**Exercise**
Exclude any images and output the remaining records exactly.

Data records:
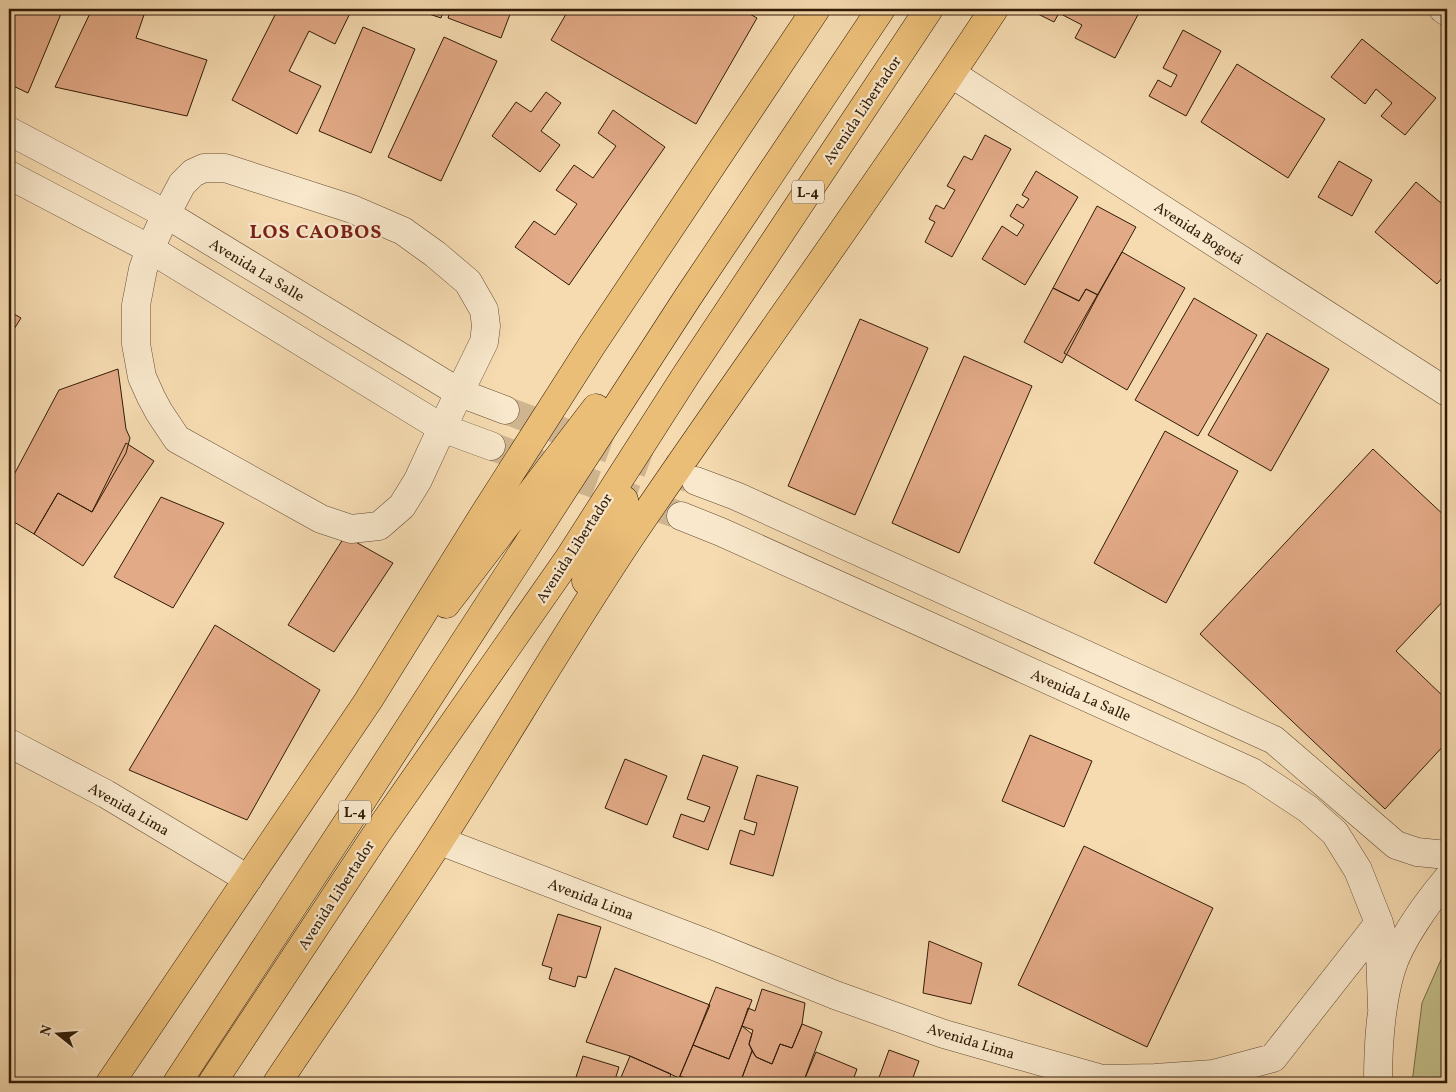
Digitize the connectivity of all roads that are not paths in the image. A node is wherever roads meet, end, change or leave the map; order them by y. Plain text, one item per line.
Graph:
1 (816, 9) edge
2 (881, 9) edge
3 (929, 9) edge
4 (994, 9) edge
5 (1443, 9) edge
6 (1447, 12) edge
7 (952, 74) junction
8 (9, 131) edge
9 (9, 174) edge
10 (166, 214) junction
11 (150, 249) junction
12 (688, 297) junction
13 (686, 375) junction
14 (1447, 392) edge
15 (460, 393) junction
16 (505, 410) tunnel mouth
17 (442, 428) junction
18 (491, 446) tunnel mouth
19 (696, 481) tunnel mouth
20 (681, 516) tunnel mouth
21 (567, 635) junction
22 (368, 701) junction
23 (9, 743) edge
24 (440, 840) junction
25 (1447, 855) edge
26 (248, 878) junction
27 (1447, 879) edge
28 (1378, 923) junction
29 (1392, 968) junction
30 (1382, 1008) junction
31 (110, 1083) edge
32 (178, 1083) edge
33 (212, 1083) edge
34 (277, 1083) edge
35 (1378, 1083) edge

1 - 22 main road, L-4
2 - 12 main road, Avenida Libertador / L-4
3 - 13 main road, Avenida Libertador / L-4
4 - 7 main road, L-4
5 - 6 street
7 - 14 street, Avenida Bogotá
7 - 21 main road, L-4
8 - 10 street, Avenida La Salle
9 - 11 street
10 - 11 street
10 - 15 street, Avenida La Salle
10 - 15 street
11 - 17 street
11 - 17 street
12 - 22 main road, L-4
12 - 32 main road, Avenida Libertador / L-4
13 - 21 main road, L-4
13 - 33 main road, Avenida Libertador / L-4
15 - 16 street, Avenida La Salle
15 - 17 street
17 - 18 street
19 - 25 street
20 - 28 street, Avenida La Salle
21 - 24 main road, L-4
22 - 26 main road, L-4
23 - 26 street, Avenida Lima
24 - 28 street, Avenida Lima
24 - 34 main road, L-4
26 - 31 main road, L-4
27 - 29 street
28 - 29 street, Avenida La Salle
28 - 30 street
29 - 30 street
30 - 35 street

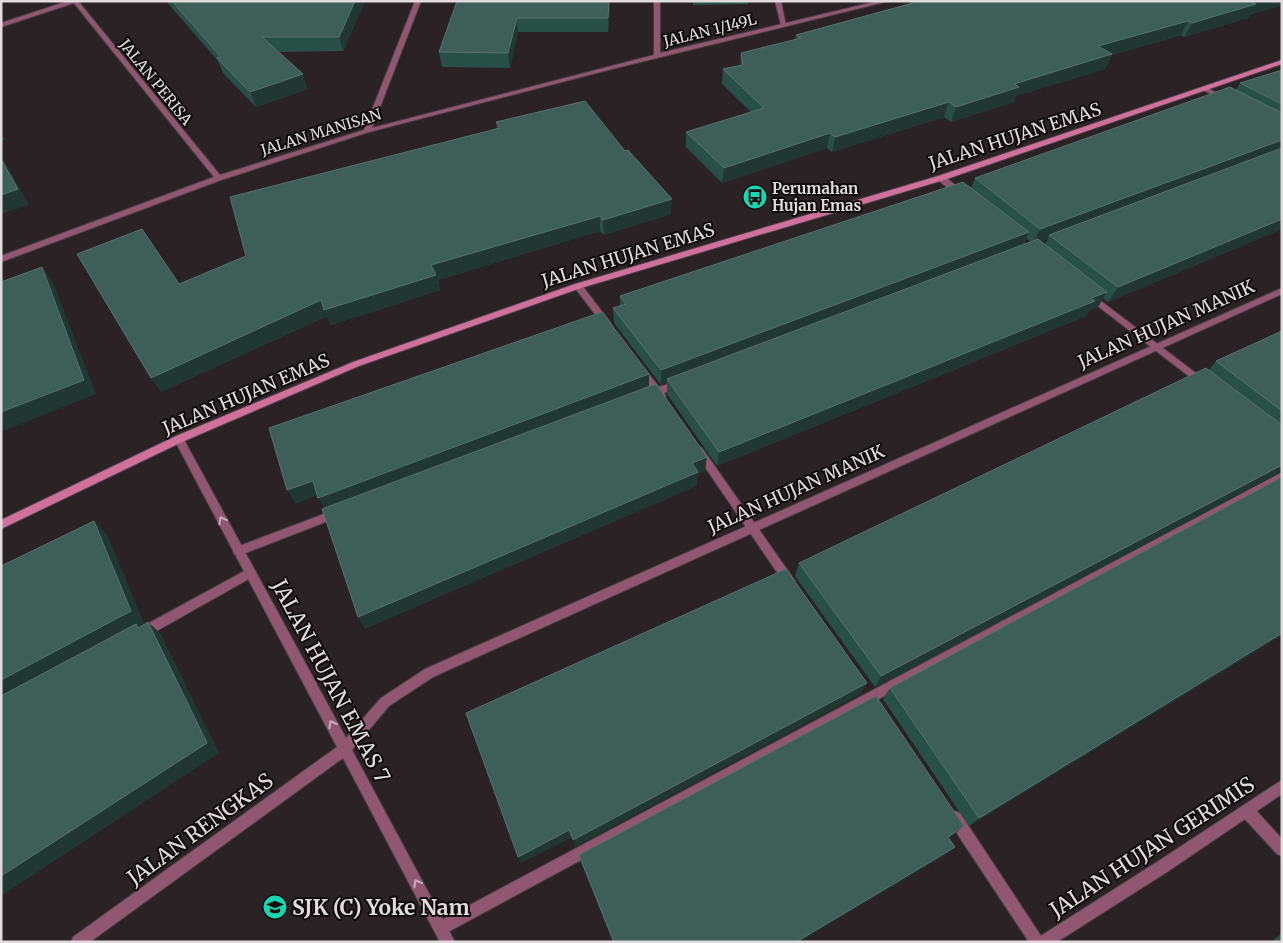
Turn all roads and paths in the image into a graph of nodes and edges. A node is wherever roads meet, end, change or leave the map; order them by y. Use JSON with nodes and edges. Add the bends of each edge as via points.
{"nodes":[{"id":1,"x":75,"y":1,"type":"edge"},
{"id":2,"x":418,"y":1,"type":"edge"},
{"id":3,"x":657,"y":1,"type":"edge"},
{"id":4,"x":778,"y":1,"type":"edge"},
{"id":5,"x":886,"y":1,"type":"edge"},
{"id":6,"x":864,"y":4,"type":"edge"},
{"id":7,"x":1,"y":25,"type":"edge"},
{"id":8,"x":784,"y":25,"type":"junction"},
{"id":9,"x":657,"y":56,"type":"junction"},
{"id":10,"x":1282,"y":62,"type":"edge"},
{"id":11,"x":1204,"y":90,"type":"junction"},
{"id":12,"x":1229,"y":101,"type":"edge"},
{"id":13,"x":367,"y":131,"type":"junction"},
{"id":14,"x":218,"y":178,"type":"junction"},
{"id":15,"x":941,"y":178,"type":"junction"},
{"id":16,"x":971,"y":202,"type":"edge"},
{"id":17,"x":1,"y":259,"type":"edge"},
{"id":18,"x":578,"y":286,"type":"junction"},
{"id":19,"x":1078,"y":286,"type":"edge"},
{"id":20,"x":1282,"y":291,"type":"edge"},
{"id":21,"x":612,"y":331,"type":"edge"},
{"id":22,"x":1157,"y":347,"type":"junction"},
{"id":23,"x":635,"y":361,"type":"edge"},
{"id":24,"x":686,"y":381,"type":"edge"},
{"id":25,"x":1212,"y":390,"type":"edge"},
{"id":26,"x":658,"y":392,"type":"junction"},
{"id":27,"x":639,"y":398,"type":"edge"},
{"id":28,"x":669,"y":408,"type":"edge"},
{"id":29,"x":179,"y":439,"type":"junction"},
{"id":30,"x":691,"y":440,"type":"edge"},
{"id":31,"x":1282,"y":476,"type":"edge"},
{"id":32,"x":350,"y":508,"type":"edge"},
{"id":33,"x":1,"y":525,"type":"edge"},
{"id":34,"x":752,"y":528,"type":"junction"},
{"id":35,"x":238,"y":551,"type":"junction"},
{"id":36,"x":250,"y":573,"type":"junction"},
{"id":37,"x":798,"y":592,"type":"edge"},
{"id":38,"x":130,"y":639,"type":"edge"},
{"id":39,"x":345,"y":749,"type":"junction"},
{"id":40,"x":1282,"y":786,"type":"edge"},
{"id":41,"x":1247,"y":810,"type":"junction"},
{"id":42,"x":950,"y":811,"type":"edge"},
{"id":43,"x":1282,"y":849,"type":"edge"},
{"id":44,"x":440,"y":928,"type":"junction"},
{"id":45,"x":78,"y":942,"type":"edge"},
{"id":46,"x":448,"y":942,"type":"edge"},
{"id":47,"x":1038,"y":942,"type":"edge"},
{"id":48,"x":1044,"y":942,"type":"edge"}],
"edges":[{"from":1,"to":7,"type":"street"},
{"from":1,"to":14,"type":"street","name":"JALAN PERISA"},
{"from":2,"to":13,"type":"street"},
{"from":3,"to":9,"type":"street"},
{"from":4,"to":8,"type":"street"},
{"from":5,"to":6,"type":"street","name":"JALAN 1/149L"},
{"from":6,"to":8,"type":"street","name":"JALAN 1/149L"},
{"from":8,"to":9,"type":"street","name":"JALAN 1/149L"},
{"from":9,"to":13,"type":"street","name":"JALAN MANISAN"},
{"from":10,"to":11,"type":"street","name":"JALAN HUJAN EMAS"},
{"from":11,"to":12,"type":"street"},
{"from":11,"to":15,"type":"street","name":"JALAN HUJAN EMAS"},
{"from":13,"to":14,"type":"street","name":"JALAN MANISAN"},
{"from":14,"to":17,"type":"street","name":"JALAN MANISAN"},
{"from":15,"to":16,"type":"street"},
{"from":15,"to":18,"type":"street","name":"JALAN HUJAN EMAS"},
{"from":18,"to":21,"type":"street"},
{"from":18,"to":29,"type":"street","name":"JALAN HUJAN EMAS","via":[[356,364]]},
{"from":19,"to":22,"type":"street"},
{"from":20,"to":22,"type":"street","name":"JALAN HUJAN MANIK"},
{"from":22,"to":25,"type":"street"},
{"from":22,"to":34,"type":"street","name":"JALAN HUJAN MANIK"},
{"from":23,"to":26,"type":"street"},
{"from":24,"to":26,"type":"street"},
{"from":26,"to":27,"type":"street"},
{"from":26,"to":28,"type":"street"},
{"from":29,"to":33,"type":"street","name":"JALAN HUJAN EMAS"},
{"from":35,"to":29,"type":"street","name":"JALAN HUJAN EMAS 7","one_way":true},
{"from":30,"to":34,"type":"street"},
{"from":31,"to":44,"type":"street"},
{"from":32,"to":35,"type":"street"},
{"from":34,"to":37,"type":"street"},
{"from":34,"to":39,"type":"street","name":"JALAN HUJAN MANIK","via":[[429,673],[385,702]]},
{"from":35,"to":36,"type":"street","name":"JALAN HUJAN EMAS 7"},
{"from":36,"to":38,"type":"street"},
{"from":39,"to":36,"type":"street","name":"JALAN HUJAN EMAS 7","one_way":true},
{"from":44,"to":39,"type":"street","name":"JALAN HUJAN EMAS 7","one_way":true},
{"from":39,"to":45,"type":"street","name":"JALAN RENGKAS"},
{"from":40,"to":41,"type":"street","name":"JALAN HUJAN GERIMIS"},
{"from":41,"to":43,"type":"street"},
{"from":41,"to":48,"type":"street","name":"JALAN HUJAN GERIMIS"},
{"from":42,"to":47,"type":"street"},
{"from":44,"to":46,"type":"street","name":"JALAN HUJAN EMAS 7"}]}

**Task solution**
Digitize the connectivity of all roads that are not paths in the image. A node is wherever roads meet, end, change or leave the map; order them by y. Plain text, one item per line.
Graph:
1 (816, 9) edge
2 (881, 9) edge
3 (929, 9) edge
4 (994, 9) edge
5 (1443, 9) edge
6 (1447, 12) edge
7 (952, 74) junction
8 (9, 131) edge
9 (9, 174) edge
10 (166, 214) junction
11 (150, 249) junction
12 (688, 297) junction
13 (686, 375) junction
14 (1447, 392) edge
15 (460, 393) junction
16 (505, 410) tunnel mouth
17 (442, 428) junction
18 (491, 446) tunnel mouth
19 (696, 481) tunnel mouth
20 (681, 516) tunnel mouth
21 (567, 635) junction
22 (368, 701) junction
23 (9, 743) edge
24 (440, 840) junction
25 (1447, 855) edge
26 (248, 878) junction
27 (1447, 879) edge
28 (1378, 923) junction
29 (1392, 968) junction
30 (1382, 1008) junction
31 (110, 1083) edge
32 (178, 1083) edge
33 (212, 1083) edge
34 (277, 1083) edge
35 (1378, 1083) edge

1 - 22 main road, L-4
2 - 12 main road, Avenida Libertador / L-4
3 - 13 main road, Avenida Libertador / L-4
4 - 7 main road, L-4
5 - 6 street
7 - 14 street, Avenida Bogotá
7 - 21 main road, L-4
8 - 10 street, Avenida La Salle
9 - 11 street
10 - 11 street
10 - 15 street, Avenida La Salle
10 - 15 street
11 - 17 street
11 - 17 street
12 - 22 main road, L-4
12 - 32 main road, Avenida Libertador / L-4
13 - 21 main road, L-4
13 - 33 main road, Avenida Libertador / L-4
15 - 16 street, Avenida La Salle
15 - 17 street
17 - 18 street
19 - 25 street
20 - 28 street, Avenida La Salle
21 - 24 main road, L-4
22 - 26 main road, L-4
23 - 26 street, Avenida Lima
24 - 28 street, Avenida Lima
24 - 34 main road, L-4
26 - 31 main road, L-4
27 - 29 street
28 - 29 street, Avenida La Salle
28 - 30 street
29 - 30 street
30 - 35 street

Turn all roads and paths in the image into a graph of nodes and edges. A node is wherever roads meet, end, change or leave the map; order them by y. Use JSON with nodes and edges. Add the bends of each edge as via points.
{"nodes":[{"id":1,"x":75,"y":1,"type":"edge"},
{"id":2,"x":418,"y":1,"type":"edge"},
{"id":3,"x":657,"y":1,"type":"edge"},
{"id":4,"x":778,"y":1,"type":"edge"},
{"id":5,"x":886,"y":1,"type":"edge"},
{"id":6,"x":864,"y":4,"type":"edge"},
{"id":7,"x":1,"y":25,"type":"edge"},
{"id":8,"x":784,"y":25,"type":"junction"},
{"id":9,"x":657,"y":56,"type":"junction"},
{"id":10,"x":1282,"y":62,"type":"edge"},
{"id":11,"x":1204,"y":90,"type":"junction"},
{"id":12,"x":1229,"y":101,"type":"edge"},
{"id":13,"x":367,"y":131,"type":"junction"},
{"id":14,"x":218,"y":178,"type":"junction"},
{"id":15,"x":941,"y":178,"type":"junction"},
{"id":16,"x":971,"y":202,"type":"edge"},
{"id":17,"x":1,"y":259,"type":"edge"},
{"id":18,"x":578,"y":286,"type":"junction"},
{"id":19,"x":1078,"y":286,"type":"edge"},
{"id":20,"x":1282,"y":291,"type":"edge"},
{"id":21,"x":612,"y":331,"type":"edge"},
{"id":22,"x":1157,"y":347,"type":"junction"},
{"id":23,"x":635,"y":361,"type":"edge"},
{"id":24,"x":686,"y":381,"type":"edge"},
{"id":25,"x":1212,"y":390,"type":"edge"},
{"id":26,"x":658,"y":392,"type":"junction"},
{"id":27,"x":639,"y":398,"type":"edge"},
{"id":28,"x":669,"y":408,"type":"edge"},
{"id":29,"x":179,"y":439,"type":"junction"},
{"id":30,"x":691,"y":440,"type":"edge"},
{"id":31,"x":1282,"y":476,"type":"edge"},
{"id":32,"x":350,"y":508,"type":"edge"},
{"id":33,"x":1,"y":525,"type":"edge"},
{"id":34,"x":752,"y":528,"type":"junction"},
{"id":35,"x":238,"y":551,"type":"junction"},
{"id":36,"x":250,"y":573,"type":"junction"},
{"id":37,"x":798,"y":592,"type":"edge"},
{"id":38,"x":130,"y":639,"type":"edge"},
{"id":39,"x":345,"y":749,"type":"junction"},
{"id":40,"x":1282,"y":786,"type":"edge"},
{"id":41,"x":1247,"y":810,"type":"junction"},
{"id":42,"x":950,"y":811,"type":"edge"},
{"id":43,"x":1282,"y":849,"type":"edge"},
{"id":44,"x":440,"y":928,"type":"junction"},
{"id":45,"x":78,"y":942,"type":"edge"},
{"id":46,"x":448,"y":942,"type":"edge"},
{"id":47,"x":1038,"y":942,"type":"edge"},
{"id":48,"x":1044,"y":942,"type":"edge"}],
"edges":[{"from":1,"to":7,"type":"street"},
{"from":1,"to":14,"type":"street","name":"JALAN PERISA"},
{"from":2,"to":13,"type":"street"},
{"from":3,"to":9,"type":"street"},
{"from":4,"to":8,"type":"street"},
{"from":5,"to":6,"type":"street","name":"JALAN 1/149L"},
{"from":6,"to":8,"type":"street","name":"JALAN 1/149L"},
{"from":8,"to":9,"type":"street","name":"JALAN 1/149L"},
{"from":9,"to":13,"type":"street","name":"JALAN MANISAN"},
{"from":10,"to":11,"type":"street","name":"JALAN HUJAN EMAS"},
{"from":11,"to":12,"type":"street"},
{"from":11,"to":15,"type":"street","name":"JALAN HUJAN EMAS"},
{"from":13,"to":14,"type":"street","name":"JALAN MANISAN"},
{"from":14,"to":17,"type":"street","name":"JALAN MANISAN"},
{"from":15,"to":16,"type":"street"},
{"from":15,"to":18,"type":"street","name":"JALAN HUJAN EMAS"},
{"from":18,"to":21,"type":"street"},
{"from":18,"to":29,"type":"street","name":"JALAN HUJAN EMAS","via":[[356,364]]},
{"from":19,"to":22,"type":"street"},
{"from":20,"to":22,"type":"street","name":"JALAN HUJAN MANIK"},
{"from":22,"to":25,"type":"street"},
{"from":22,"to":34,"type":"street","name":"JALAN HUJAN MANIK"},
{"from":23,"to":26,"type":"street"},
{"from":24,"to":26,"type":"street"},
{"from":26,"to":27,"type":"street"},
{"from":26,"to":28,"type":"street"},
{"from":29,"to":33,"type":"street","name":"JALAN HUJAN EMAS"},
{"from":35,"to":29,"type":"street","name":"JALAN HUJAN EMAS 7","one_way":true},
{"from":30,"to":34,"type":"street"},
{"from":31,"to":44,"type":"street"},
{"from":32,"to":35,"type":"street"},
{"from":34,"to":37,"type":"street"},
{"from":34,"to":39,"type":"street","name":"JALAN HUJAN MANIK","via":[[429,673],[385,702]]},
{"from":35,"to":36,"type":"street","name":"JALAN HUJAN EMAS 7"},
{"from":36,"to":38,"type":"street"},
{"from":39,"to":36,"type":"street","name":"JALAN HUJAN EMAS 7","one_way":true},
{"from":44,"to":39,"type":"street","name":"JALAN HUJAN EMAS 7","one_way":true},
{"from":39,"to":45,"type":"street","name":"JALAN RENGKAS"},
{"from":40,"to":41,"type":"street","name":"JALAN HUJAN GERIMIS"},
{"from":41,"to":43,"type":"street"},
{"from":41,"to":48,"type":"street","name":"JALAN HUJAN GERIMIS"},
{"from":42,"to":47,"type":"street"},
{"from":44,"to":46,"type":"street","name":"JALAN HUJAN EMAS 7"}]}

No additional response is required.